Welcome to another installment of Where We Live. This week we’ll look at Glover Park, a neighborhood that often gets overlooked because of its two loud neighbors: Dupont Circle and Georgetown. But there’s a lot of charm in Glover Park, and it offers residents a perfect balance: living on a quiet, tree-lined street while being just five minutes from restaurants, shops, and attractions. (And, for the record, it seems that no one is quite sure how to pronounce the name of this neighborhood, but it’s actually Glover– rhymes with lover, not clover — Park.)
History: Glover Park gets its name from Charles Carroll Glover (1846-1936), who donated much of the land that became Rock Creek Park and is responsible for the Washington National Cathedral’s construction. Glover Park started developing in the 1920s, with mostly residential rowhouses. The commercial district along Wisconsin Avenue developed in the mid-1930s, attracting corner stores and even a movie theater, while retaining the feeling of a small town. The Glover Park neighborhood was considered upscale compared to the “squalor of Georgetown” during this time, and through the years the neighborhood has preserved its residential nature and small-town character.
Neighborhood Character: The Glover Park neighborhood is primarily residential, with a variety of housing types. There are several original 1920s rowhouses mixed with more modern apartment buildings throughout the neighborhood. Most of the commercial development is along Wisconsin Avenue, with a variety of restaurants and shops. Residents love this mix of city life next to quiet residential streets.
We Love DC author Rebecca has lived in Glover Park for three years, and has this to say, “When you’re on the Wisconsin Ave strip of Glover Park, you feel like you’re in a city. There are shops, restaurants, bars, a gym, hardware store, Whole Foods, Starbucks, etc.–there’s seriously everything I need within a 10 minute walk. When you walk a block off the strip, it’s like you’re in the suburbs. It’s quiet, green, birds are everywhere and everyone is friendly.” Sounds like a pretty ideal balance to me.
‘New Social Safeway Coming Soon to Burleith’
courtesy of ‘TreyDanger’
Transportation: There’s no Metrorail station in Glover Park, but Rebecca insists that the area doesn’t “feel disconnected from the rest of Washington”. The bus system is very strong, with the D2 bus connecting the neighborhood directly with Dupont Circle. The 31, 32, and 36 routes go right up Wisconsin Avenue, and the DC Circulator links the neighborhood to Georgetown, downtown, and Union Station (though only until December 7).
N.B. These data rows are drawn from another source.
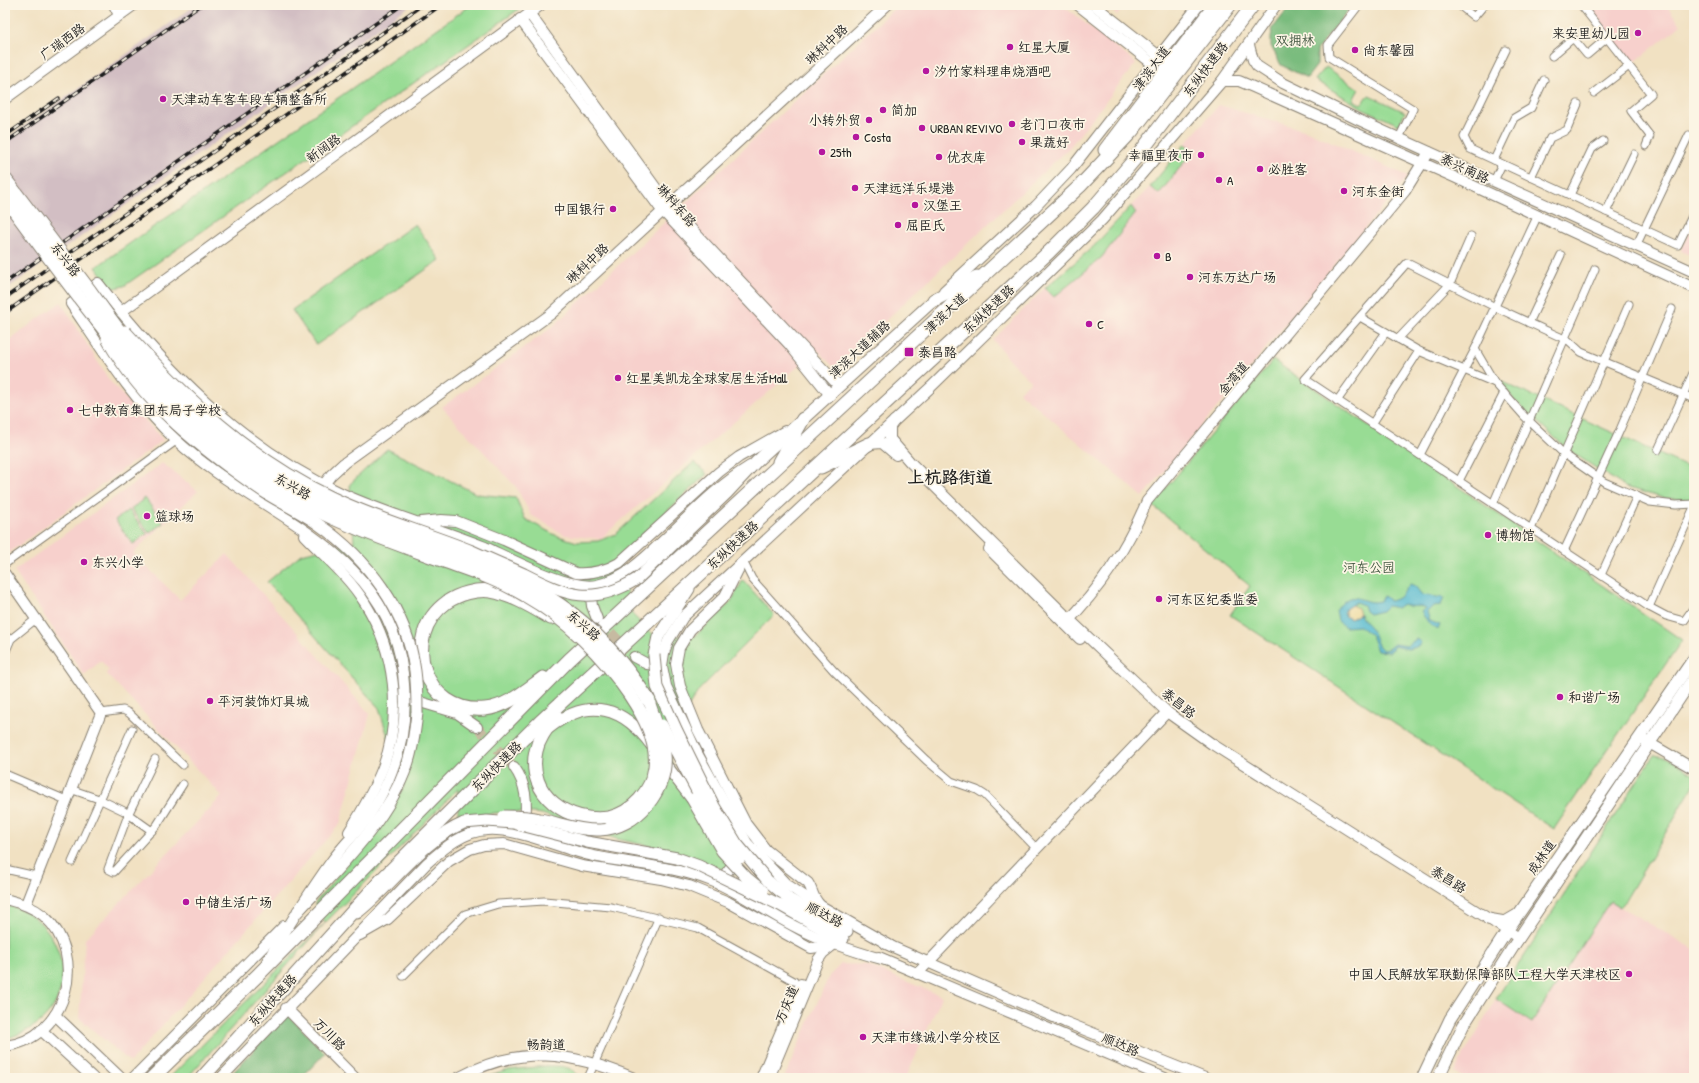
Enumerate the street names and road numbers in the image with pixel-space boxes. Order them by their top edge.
street label: 广瑞西路 [36,18,88,64]
street label: 琳科中路 [801,20,851,68]
street label: 东纵快速路 [1178,38,1232,100]
street label: 津滨大道 [1128,42,1174,94]
street label: 新阔路 [302,129,344,167]
street label: 泰兴南路 [1438,149,1492,187]
street label: 琳科东路 [653,179,701,231]
street label: 东兴路 [47,238,85,280]
street label: 琳科中路 [562,239,612,287]
street label: 东纵快速路 [958,280,1018,338]
street label: 津滨大道 [920,289,970,337]
street label: 津滨大道辅路 [824,316,894,382]
street label: 金湾道 [1214,357,1252,399]
street label: 东兴路 [272,468,314,504]
street label: 东纵快速路 [702,516,762,574]
street label: 东兴路 [563,605,605,645]
street label: 泰昌路 [1158,684,1200,722]
street label: 东纵快速路 [467,737,525,795]
street label: 成林道 [1522,836,1560,878]
street label: 泰昌路 [1428,861,1470,897]
street label: 顺达路 [804,897,846,931]
street label: 东纵快速路 [244,970,300,1030]
street label: 万庆道 [770,983,802,1025]
street label: 万川路 [310,1014,350,1054]
street label: 顺达路 [1100,1028,1142,1060]
street label: 畅韵道 [526,1035,566,1053]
Glover Park has its share of Zipcars, and its park-like setting allows for great trail access. It’s just a hop, skip, and a jump away from the Capitol Crescent Trail and Rock Creek Park.
courtesy of ‘vpickering’
What to See: Glover Park isn’t just a residential neighborhood anymore– there’s a lot to see and do in the area:
- Rebecca’s number one pick is Breadsoda. “Bartenders are friendly, they have excellent beer on tap, amazingly tasty sandwiches, WiFi, Wi, a fantastic/eclectic jukebox, shuffleboard, and a really funky, laid back scene.”
- Check out the community gardens that Glover Park residents treasure. Originally planted as victory gardens, the community gardens are still available for residents (though now with a wait list). The gardens attract residents young and old and are a central part of the community identity.
- Glover Park residents have been playing softball for the neighborhood for over 25 years in the city’s only independent neighborhood softball league. Head over to 39th and Calvert to catch a game.
- You have a few more weeks to check out the Glover Park-Burleith Farmer’s Market on Saturdays from 9-1 across from the Social Safeway. Great fruits and vegetables, flowers, and baked goods (and good people-watching too).
Neighborhood Links: There are a variety of active civic and community groups in Glover Park:
- Glover Park DC is a website and blog managed by Chris Jones, a long-time Glover Park resident. The blog has updates on new neighborhood businesses as well as community events.
- The Glover Park Citizens’ Association has been meeting since 1932 and publishes a monthly Glover Park Gazette that focuses on neighborhood events, rec center programs, and community announcements. Reading through a copy of the Glover Park Gazette really makes you realize how much small town charm this area has.
- Friends of Guy Mason Recreation Center is a civic association that focuses on the needs of the community center. The center offers studio arts classes and children’s programs.
Why We Love Glover Park: It may not be right on top of a Metro station, but Glover Park residents love the balance of quiet residential living and the amenities of a city here. Walking through the beautiful tree-lined streets of Glover Park, you see such a mix of residents: families with kids, young professionals, older residents, you name it. The neighborhood appeals to residents for many different reasons, and it’s not hard to see why Glover Park is a wonderful place to live.